[DATASET]
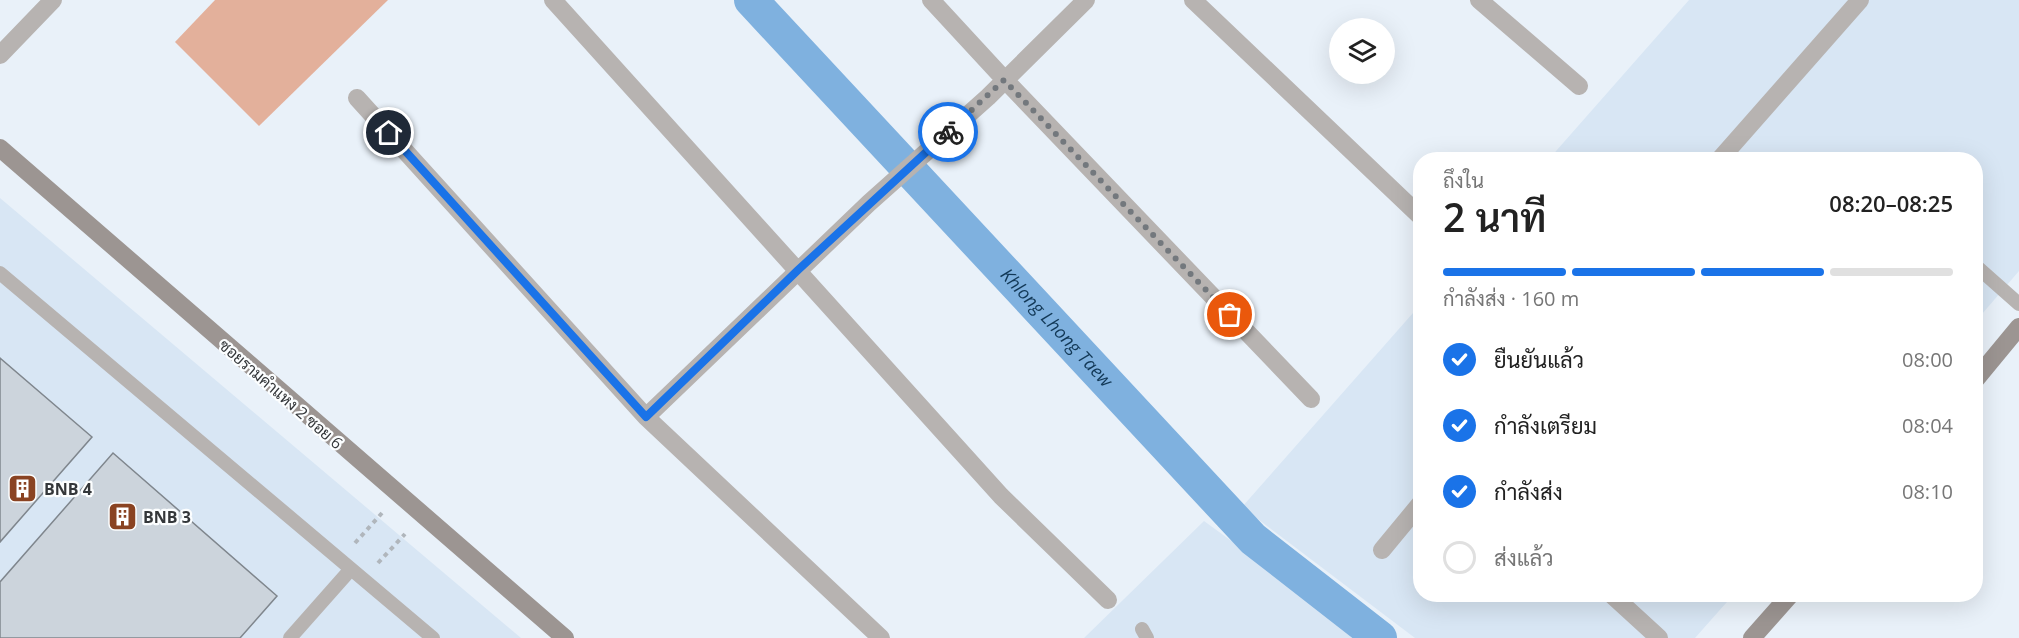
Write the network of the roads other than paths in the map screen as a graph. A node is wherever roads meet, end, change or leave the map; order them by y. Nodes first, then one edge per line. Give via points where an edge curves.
1 (52, 0) edge
2 (553, 0) edge
3 (932, 0) edge
4 (1086, 0) edge
5 (1193, 0) edge
6 (1479, 0) edge
7 (1860, 0) edge
8 (0, 55) edge
9 (1004, 80) junction
10 (1579, 86) dead end
11 (357, 98) dead end
12 (0, 148) edge
13 (1726, 152) edge
14 (1413, 209) edge
15 (798, 270) junction
16 (1983, 272) edge
17 (0, 273) edge
18 (2019, 303) edge
19 (2019, 327) edge
20 (1983, 371) edge
21 (1311, 399) dead end
22 (646, 417) junction
23 (1413, 512) edge
24 (1382, 550) dead end
25 (345, 564) junction
26 (1108, 600) dead end
27 (1620, 602) edge
28 (1784, 602) edge
29 (290, 638) edge
30 (433, 638) edge
31 (565, 638) edge
32 (881, 638) edge
33 (1659, 638) edge
34 (1752, 638) edge

1 - 8 street
2 - 15 street
3 - 9 street
4 - 9 street
5 - 14 street
6 - 10 street
7 - 13 street
9 - 15 street
9 - 21 street
11 - 22 street
12 - 31 street, ซอยรามคำแหง 2 ซอย 6
15 - 22 street
15 - 26 street via 1001,496
16 - 18 lane
17 - 25 lane
19 - 20 street
22 - 32 street
23 - 24 street
25 - 29 lane
25 - 30 lane
27 - 33 street
28 - 34 street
[/DATASET]
**WHAT YOU ARE ASKED TO DO:** Could you retype all the entries exactly, skipping the pictures?

**REPLY TO THE TASK:**
Write the network of the roads other than paths in the map screen as a graph. A node is wherever roads meet, end, change or leave the map; order them by y. Nodes first, then one edge per line. Give via points where an edge curves.
1 (52, 0) edge
2 (553, 0) edge
3 (932, 0) edge
4 (1086, 0) edge
5 (1193, 0) edge
6 (1479, 0) edge
7 (1860, 0) edge
8 (0, 55) edge
9 (1004, 80) junction
10 (1579, 86) dead end
11 (357, 98) dead end
12 (0, 148) edge
13 (1726, 152) edge
14 (1413, 209) edge
15 (798, 270) junction
16 (1983, 272) edge
17 (0, 273) edge
18 (2019, 303) edge
19 (2019, 327) edge
20 (1983, 371) edge
21 (1311, 399) dead end
22 (646, 417) junction
23 (1413, 512) edge
24 (1382, 550) dead end
25 (345, 564) junction
26 (1108, 600) dead end
27 (1620, 602) edge
28 (1784, 602) edge
29 (290, 638) edge
30 (433, 638) edge
31 (565, 638) edge
32 (881, 638) edge
33 (1659, 638) edge
34 (1752, 638) edge

1 - 8 street
2 - 15 street
3 - 9 street
4 - 9 street
5 - 14 street
6 - 10 street
7 - 13 street
9 - 15 street
9 - 21 street
11 - 22 street
12 - 31 street, ซอยรามคำแหง 2 ซอย 6
15 - 22 street
15 - 26 street via 1001,496
16 - 18 lane
17 - 25 lane
19 - 20 street
22 - 32 street
23 - 24 street
25 - 29 lane
25 - 30 lane
27 - 33 street
28 - 34 street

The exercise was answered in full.